**Source material**:
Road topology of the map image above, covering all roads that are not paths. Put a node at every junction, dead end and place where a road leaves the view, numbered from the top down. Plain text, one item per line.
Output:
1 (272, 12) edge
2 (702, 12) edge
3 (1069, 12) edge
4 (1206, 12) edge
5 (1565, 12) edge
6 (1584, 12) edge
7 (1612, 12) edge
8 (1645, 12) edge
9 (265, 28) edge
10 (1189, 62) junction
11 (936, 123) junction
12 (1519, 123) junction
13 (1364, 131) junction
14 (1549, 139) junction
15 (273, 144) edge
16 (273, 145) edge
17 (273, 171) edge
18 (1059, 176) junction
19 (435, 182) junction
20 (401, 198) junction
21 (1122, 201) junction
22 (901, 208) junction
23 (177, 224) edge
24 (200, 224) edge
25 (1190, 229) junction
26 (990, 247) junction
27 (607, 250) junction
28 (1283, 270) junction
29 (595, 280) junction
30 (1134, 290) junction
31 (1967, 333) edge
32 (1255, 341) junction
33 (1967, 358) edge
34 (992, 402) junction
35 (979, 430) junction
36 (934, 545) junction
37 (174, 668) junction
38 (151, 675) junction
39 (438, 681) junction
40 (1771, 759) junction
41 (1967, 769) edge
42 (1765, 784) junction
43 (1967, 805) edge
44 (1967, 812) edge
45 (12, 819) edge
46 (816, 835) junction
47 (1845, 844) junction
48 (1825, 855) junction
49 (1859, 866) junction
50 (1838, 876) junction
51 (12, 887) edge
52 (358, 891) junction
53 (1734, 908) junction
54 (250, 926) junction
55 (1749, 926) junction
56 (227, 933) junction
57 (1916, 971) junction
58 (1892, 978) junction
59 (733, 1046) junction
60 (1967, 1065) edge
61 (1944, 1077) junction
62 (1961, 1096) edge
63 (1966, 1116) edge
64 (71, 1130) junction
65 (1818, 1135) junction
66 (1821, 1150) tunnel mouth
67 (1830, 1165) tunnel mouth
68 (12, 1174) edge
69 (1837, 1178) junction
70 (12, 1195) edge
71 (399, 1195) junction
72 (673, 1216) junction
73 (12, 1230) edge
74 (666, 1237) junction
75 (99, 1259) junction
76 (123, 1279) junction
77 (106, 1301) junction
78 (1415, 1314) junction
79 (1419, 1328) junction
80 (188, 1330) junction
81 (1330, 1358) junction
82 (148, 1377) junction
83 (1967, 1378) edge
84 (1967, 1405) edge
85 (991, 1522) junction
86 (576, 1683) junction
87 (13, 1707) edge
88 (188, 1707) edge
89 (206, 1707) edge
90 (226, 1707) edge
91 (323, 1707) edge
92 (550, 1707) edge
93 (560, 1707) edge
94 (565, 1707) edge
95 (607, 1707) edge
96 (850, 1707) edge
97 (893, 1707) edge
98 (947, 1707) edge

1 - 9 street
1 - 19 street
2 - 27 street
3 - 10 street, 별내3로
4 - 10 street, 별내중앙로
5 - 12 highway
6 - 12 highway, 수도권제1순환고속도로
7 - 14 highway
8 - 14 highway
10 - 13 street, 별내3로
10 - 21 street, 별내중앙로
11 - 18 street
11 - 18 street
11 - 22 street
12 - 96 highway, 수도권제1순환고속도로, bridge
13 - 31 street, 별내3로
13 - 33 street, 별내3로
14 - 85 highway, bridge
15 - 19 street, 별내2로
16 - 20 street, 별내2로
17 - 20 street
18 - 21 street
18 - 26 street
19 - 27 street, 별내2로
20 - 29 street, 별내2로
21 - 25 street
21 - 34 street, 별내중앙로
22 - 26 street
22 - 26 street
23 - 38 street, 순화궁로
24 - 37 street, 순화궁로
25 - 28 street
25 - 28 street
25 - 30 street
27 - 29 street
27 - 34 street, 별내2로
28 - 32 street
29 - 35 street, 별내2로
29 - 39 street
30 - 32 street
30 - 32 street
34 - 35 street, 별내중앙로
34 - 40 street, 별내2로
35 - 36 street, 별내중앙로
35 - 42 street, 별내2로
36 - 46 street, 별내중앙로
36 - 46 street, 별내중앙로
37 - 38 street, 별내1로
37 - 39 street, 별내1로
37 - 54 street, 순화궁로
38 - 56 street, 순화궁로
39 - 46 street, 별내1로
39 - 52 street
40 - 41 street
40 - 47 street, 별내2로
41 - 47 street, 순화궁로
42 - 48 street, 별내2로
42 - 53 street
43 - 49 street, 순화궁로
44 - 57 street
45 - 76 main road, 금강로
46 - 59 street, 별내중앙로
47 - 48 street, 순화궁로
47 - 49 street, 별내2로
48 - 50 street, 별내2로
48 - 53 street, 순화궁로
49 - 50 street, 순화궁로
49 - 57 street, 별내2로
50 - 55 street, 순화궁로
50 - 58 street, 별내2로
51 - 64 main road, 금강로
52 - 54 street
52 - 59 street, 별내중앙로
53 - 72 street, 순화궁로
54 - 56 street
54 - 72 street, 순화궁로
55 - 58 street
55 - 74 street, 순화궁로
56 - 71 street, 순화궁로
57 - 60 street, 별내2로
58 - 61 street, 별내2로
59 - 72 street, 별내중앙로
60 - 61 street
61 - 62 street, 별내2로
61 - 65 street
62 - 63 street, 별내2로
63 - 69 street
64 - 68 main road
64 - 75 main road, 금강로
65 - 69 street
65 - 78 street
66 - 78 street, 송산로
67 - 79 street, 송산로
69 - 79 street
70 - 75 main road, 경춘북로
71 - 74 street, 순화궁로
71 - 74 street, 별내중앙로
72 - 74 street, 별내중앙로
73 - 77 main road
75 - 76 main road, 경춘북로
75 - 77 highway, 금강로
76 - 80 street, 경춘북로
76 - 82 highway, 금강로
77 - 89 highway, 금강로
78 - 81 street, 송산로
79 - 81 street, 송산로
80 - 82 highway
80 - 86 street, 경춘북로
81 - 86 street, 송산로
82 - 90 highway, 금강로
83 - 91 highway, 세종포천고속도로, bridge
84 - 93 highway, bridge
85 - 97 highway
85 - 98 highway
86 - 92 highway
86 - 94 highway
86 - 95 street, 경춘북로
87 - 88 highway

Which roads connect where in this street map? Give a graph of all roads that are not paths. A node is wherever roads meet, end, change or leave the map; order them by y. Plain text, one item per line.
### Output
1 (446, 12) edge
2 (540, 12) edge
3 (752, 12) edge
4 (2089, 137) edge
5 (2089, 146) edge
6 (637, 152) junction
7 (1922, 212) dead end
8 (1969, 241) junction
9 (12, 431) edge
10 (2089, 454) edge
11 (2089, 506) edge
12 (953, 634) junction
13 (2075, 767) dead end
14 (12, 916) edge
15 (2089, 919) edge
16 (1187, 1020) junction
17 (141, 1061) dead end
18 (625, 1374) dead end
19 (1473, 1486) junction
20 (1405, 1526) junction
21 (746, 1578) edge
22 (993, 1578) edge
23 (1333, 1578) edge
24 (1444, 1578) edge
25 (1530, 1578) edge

**To do**: Every entry shown earlier is to be returned exactly, line for line.

**Answer to this problem**:
Road topology of the map image above, covering all roads that are not paths. Put a node at every junction, dead end and place where a road leaves the view, numbered from the top down. Plain text, one item per line.
Output:
1 (272, 12) edge
2 (702, 12) edge
3 (1069, 12) edge
4 (1206, 12) edge
5 (1565, 12) edge
6 (1584, 12) edge
7 (1612, 12) edge
8 (1645, 12) edge
9 (265, 28) edge
10 (1189, 62) junction
11 (936, 123) junction
12 (1519, 123) junction
13 (1364, 131) junction
14 (1549, 139) junction
15 (273, 144) edge
16 (273, 145) edge
17 (273, 171) edge
18 (1059, 176) junction
19 (435, 182) junction
20 (401, 198) junction
21 (1122, 201) junction
22 (901, 208) junction
23 (177, 224) edge
24 (200, 224) edge
25 (1190, 229) junction
26 (990, 247) junction
27 (607, 250) junction
28 (1283, 270) junction
29 (595, 280) junction
30 (1134, 290) junction
31 (1967, 333) edge
32 (1255, 341) junction
33 (1967, 358) edge
34 (992, 402) junction
35 (979, 430) junction
36 (934, 545) junction
37 (174, 668) junction
38 (151, 675) junction
39 (438, 681) junction
40 (1771, 759) junction
41 (1967, 769) edge
42 (1765, 784) junction
43 (1967, 805) edge
44 (1967, 812) edge
45 (12, 819) edge
46 (816, 835) junction
47 (1845, 844) junction
48 (1825, 855) junction
49 (1859, 866) junction
50 (1838, 876) junction
51 (12, 887) edge
52 (358, 891) junction
53 (1734, 908) junction
54 (250, 926) junction
55 (1749, 926) junction
56 (227, 933) junction
57 (1916, 971) junction
58 (1892, 978) junction
59 (733, 1046) junction
60 (1967, 1065) edge
61 (1944, 1077) junction
62 (1961, 1096) edge
63 (1966, 1116) edge
64 (71, 1130) junction
65 (1818, 1135) junction
66 (1821, 1150) tunnel mouth
67 (1830, 1165) tunnel mouth
68 (12, 1174) edge
69 (1837, 1178) junction
70 (12, 1195) edge
71 (399, 1195) junction
72 (673, 1216) junction
73 (12, 1230) edge
74 (666, 1237) junction
75 (99, 1259) junction
76 (123, 1279) junction
77 (106, 1301) junction
78 (1415, 1314) junction
79 (1419, 1328) junction
80 (188, 1330) junction
81 (1330, 1358) junction
82 (148, 1377) junction
83 (1967, 1378) edge
84 (1967, 1405) edge
85 (991, 1522) junction
86 (576, 1683) junction
87 (13, 1707) edge
88 (188, 1707) edge
89 (206, 1707) edge
90 (226, 1707) edge
91 (323, 1707) edge
92 (550, 1707) edge
93 (560, 1707) edge
94 (565, 1707) edge
95 (607, 1707) edge
96 (850, 1707) edge
97 (893, 1707) edge
98 (947, 1707) edge

1 - 9 street
1 - 19 street
2 - 27 street
3 - 10 street, 별내3로
4 - 10 street, 별내중앙로
5 - 12 highway
6 - 12 highway, 수도권제1순환고속도로
7 - 14 highway
8 - 14 highway
10 - 13 street, 별내3로
10 - 21 street, 별내중앙로
11 - 18 street
11 - 18 street
11 - 22 street
12 - 96 highway, 수도권제1순환고속도로, bridge
13 - 31 street, 별내3로
13 - 33 street, 별내3로
14 - 85 highway, bridge
15 - 19 street, 별내2로
16 - 20 street, 별내2로
17 - 20 street
18 - 21 street
18 - 26 street
19 - 27 street, 별내2로
20 - 29 street, 별내2로
21 - 25 street
21 - 34 street, 별내중앙로
22 - 26 street
22 - 26 street
23 - 38 street, 순화궁로
24 - 37 street, 순화궁로
25 - 28 street
25 - 28 street
25 - 30 street
27 - 29 street
27 - 34 street, 별내2로
28 - 32 street
29 - 35 street, 별내2로
29 - 39 street
30 - 32 street
30 - 32 street
34 - 35 street, 별내중앙로
34 - 40 street, 별내2로
35 - 36 street, 별내중앙로
35 - 42 street, 별내2로
36 - 46 street, 별내중앙로
36 - 46 street, 별내중앙로
37 - 38 street, 별내1로
37 - 39 street, 별내1로
37 - 54 street, 순화궁로
38 - 56 street, 순화궁로
39 - 46 street, 별내1로
39 - 52 street
40 - 41 street
40 - 47 street, 별내2로
41 - 47 street, 순화궁로
42 - 48 street, 별내2로
42 - 53 street
43 - 49 street, 순화궁로
44 - 57 street
45 - 76 main road, 금강로
46 - 59 street, 별내중앙로
47 - 48 street, 순화궁로
47 - 49 street, 별내2로
48 - 50 street, 별내2로
48 - 53 street, 순화궁로
49 - 50 street, 순화궁로
49 - 57 street, 별내2로
50 - 55 street, 순화궁로
50 - 58 street, 별내2로
51 - 64 main road, 금강로
52 - 54 street
52 - 59 street, 별내중앙로
53 - 72 street, 순화궁로
54 - 56 street
54 - 72 street, 순화궁로
55 - 58 street
55 - 74 street, 순화궁로
56 - 71 street, 순화궁로
57 - 60 street, 별내2로
58 - 61 street, 별내2로
59 - 72 street, 별내중앙로
60 - 61 street
61 - 62 street, 별내2로
61 - 65 street
62 - 63 street, 별내2로
63 - 69 street
64 - 68 main road
64 - 75 main road, 금강로
65 - 69 street
65 - 78 street
66 - 78 street, 송산로
67 - 79 street, 송산로
69 - 79 street
70 - 75 main road, 경춘북로
71 - 74 street, 순화궁로
71 - 74 street, 별내중앙로
72 - 74 street, 별내중앙로
73 - 77 main road
75 - 76 main road, 경춘북로
75 - 77 highway, 금강로
76 - 80 street, 경춘북로
76 - 82 highway, 금강로
77 - 89 highway, 금강로
78 - 81 street, 송산로
79 - 81 street, 송산로
80 - 82 highway
80 - 86 street, 경춘북로
81 - 86 street, 송산로
82 - 90 highway, 금강로
83 - 91 highway, 세종포천고속도로, bridge
84 - 93 highway, bridge
85 - 97 highway
85 - 98 highway
86 - 92 highway
86 - 94 highway
86 - 95 street, 경춘북로
87 - 88 highway

Which roads connect where in this street map? Give a graph of all roads that are not paths. A node is wherever roads meet, end, change or leave the map; order them by y. Plain text, one item per line.
### Output
1 (446, 12) edge
2 (540, 12) edge
3 (752, 12) edge
4 (2089, 137) edge
5 (2089, 146) edge
6 (637, 152) junction
7 (1922, 212) dead end
8 (1969, 241) junction
9 (12, 431) edge
10 (2089, 454) edge
11 (2089, 506) edge
12 (953, 634) junction
13 (2075, 767) dead end
14 (12, 916) edge
15 (2089, 919) edge
16 (1187, 1020) junction
17 (141, 1061) dead end
18 (625, 1374) dead end
19 (1473, 1486) junction
20 (1405, 1526) junction
21 (746, 1578) edge
22 (993, 1578) edge
23 (1333, 1578) edge
24 (1444, 1578) edge
25 (1530, 1578) edge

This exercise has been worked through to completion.